-- Extracted material follows --
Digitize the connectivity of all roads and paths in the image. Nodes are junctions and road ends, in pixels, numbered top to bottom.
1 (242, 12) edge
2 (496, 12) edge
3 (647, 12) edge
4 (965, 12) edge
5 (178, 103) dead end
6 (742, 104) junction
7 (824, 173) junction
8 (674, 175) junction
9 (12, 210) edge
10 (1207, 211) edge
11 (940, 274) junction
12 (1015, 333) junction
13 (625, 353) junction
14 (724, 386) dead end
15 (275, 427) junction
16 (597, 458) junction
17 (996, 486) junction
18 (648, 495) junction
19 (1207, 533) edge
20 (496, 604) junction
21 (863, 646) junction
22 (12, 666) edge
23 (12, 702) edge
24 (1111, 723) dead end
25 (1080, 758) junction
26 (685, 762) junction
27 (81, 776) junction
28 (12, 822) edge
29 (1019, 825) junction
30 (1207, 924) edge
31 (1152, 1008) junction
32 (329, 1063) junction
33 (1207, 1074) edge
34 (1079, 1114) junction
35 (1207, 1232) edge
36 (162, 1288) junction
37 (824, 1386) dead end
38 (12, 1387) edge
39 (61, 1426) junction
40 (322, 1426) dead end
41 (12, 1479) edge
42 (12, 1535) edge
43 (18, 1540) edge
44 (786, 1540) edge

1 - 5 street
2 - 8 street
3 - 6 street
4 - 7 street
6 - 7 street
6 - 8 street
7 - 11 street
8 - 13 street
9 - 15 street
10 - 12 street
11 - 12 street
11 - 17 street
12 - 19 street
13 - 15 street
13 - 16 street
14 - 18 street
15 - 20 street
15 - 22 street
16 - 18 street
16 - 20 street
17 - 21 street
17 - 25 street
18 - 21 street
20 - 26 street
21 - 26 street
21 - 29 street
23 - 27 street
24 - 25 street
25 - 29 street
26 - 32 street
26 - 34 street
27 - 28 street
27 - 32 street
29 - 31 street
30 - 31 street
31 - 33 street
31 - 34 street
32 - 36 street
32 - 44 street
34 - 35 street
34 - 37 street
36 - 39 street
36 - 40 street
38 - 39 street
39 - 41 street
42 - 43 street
-- Extracted material concluded --
-- Extracted material follows --
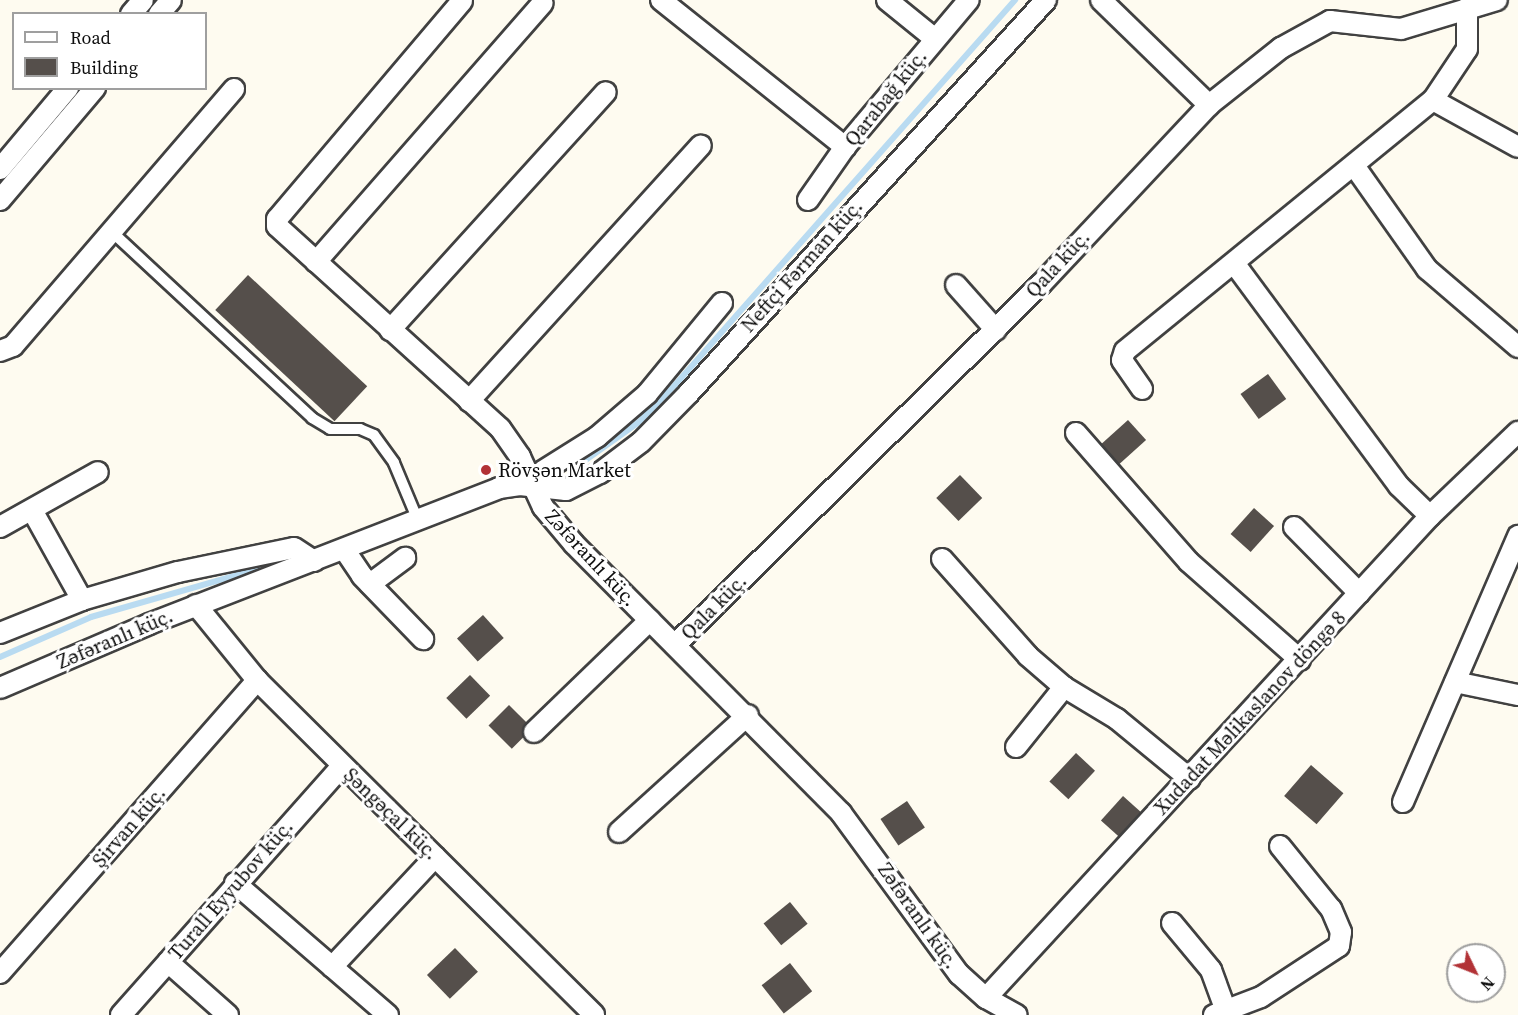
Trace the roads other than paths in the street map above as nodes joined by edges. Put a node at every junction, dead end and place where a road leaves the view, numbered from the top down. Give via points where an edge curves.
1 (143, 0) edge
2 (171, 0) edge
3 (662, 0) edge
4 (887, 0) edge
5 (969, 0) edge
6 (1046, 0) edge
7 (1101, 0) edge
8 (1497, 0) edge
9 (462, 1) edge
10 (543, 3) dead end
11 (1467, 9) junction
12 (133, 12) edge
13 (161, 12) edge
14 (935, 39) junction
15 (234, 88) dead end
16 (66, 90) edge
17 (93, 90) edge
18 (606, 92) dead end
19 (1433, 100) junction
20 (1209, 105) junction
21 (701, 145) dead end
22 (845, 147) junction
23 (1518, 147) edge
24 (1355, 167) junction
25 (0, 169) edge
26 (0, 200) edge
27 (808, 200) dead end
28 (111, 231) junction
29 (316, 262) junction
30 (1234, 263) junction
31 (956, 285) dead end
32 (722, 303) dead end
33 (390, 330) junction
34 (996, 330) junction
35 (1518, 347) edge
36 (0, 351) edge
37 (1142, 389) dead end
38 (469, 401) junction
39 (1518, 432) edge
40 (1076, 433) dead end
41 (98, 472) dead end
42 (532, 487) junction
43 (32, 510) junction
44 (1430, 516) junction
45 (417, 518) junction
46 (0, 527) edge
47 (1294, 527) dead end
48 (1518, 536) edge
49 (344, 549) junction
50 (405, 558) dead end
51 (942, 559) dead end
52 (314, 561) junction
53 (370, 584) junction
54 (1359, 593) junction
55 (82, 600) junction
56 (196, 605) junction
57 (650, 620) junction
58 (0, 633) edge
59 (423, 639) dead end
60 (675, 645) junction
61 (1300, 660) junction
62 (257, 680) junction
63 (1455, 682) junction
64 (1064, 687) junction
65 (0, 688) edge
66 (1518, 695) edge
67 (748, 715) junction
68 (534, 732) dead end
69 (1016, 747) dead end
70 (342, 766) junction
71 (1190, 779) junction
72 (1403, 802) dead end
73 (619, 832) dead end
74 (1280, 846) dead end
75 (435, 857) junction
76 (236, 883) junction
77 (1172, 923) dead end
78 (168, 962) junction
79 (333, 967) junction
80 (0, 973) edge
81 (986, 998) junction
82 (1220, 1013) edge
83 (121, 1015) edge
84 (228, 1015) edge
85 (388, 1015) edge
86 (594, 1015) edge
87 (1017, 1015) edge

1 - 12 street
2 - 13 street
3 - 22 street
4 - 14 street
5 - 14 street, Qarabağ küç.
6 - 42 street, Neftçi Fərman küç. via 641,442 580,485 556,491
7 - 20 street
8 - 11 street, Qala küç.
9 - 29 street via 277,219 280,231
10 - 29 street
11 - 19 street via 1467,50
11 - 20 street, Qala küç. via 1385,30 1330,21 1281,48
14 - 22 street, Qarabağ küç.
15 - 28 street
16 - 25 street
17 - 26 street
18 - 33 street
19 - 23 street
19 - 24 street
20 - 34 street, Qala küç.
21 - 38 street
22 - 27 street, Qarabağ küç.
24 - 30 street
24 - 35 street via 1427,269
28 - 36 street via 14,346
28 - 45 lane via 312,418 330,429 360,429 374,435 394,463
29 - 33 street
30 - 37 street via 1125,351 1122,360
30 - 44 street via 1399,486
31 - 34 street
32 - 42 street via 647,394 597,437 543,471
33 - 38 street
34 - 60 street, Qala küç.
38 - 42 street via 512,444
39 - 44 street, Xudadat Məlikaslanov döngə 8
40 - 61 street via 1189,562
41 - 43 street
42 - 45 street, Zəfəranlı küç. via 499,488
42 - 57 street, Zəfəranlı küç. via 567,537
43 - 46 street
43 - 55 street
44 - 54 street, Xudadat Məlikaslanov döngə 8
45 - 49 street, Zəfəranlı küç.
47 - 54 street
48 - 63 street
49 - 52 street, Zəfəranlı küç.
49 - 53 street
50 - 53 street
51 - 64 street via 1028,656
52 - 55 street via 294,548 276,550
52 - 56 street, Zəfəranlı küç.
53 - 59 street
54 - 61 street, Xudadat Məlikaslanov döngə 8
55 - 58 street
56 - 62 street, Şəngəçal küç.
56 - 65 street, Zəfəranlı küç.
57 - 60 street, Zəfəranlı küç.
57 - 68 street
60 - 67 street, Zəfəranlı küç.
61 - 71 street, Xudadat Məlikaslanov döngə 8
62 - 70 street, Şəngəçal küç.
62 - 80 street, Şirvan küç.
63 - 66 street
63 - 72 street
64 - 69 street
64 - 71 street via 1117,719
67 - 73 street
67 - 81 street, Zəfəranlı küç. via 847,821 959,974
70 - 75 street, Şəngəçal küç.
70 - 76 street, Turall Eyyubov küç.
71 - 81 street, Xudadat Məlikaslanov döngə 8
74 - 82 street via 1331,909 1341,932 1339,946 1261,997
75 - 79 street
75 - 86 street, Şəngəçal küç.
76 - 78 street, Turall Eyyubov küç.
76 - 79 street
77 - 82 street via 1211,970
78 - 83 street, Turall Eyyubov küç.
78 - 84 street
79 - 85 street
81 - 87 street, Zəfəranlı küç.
-- Extracted material concluded --
## Task description
In the material above, find each line containing the word "Zəfəranlı" and copy it.

## Finished exercise
42 - 45 street, Zəfəranlı küç. via 499,488
42 - 57 street, Zəfəranlı küç. via 567,537
45 - 49 street, Zəfəranlı küç.
49 - 52 street, Zəfəranlı küç.
52 - 56 street, Zəfəranlı küç.
56 - 65 street, Zəfəranlı küç.
57 - 60 street, Zəfəranlı küç.
60 - 67 street, Zəfəranlı küç.
67 - 81 street, Zəfəranlı küç. via 847,821 959,974
81 - 87 street, Zəfəranlı küç.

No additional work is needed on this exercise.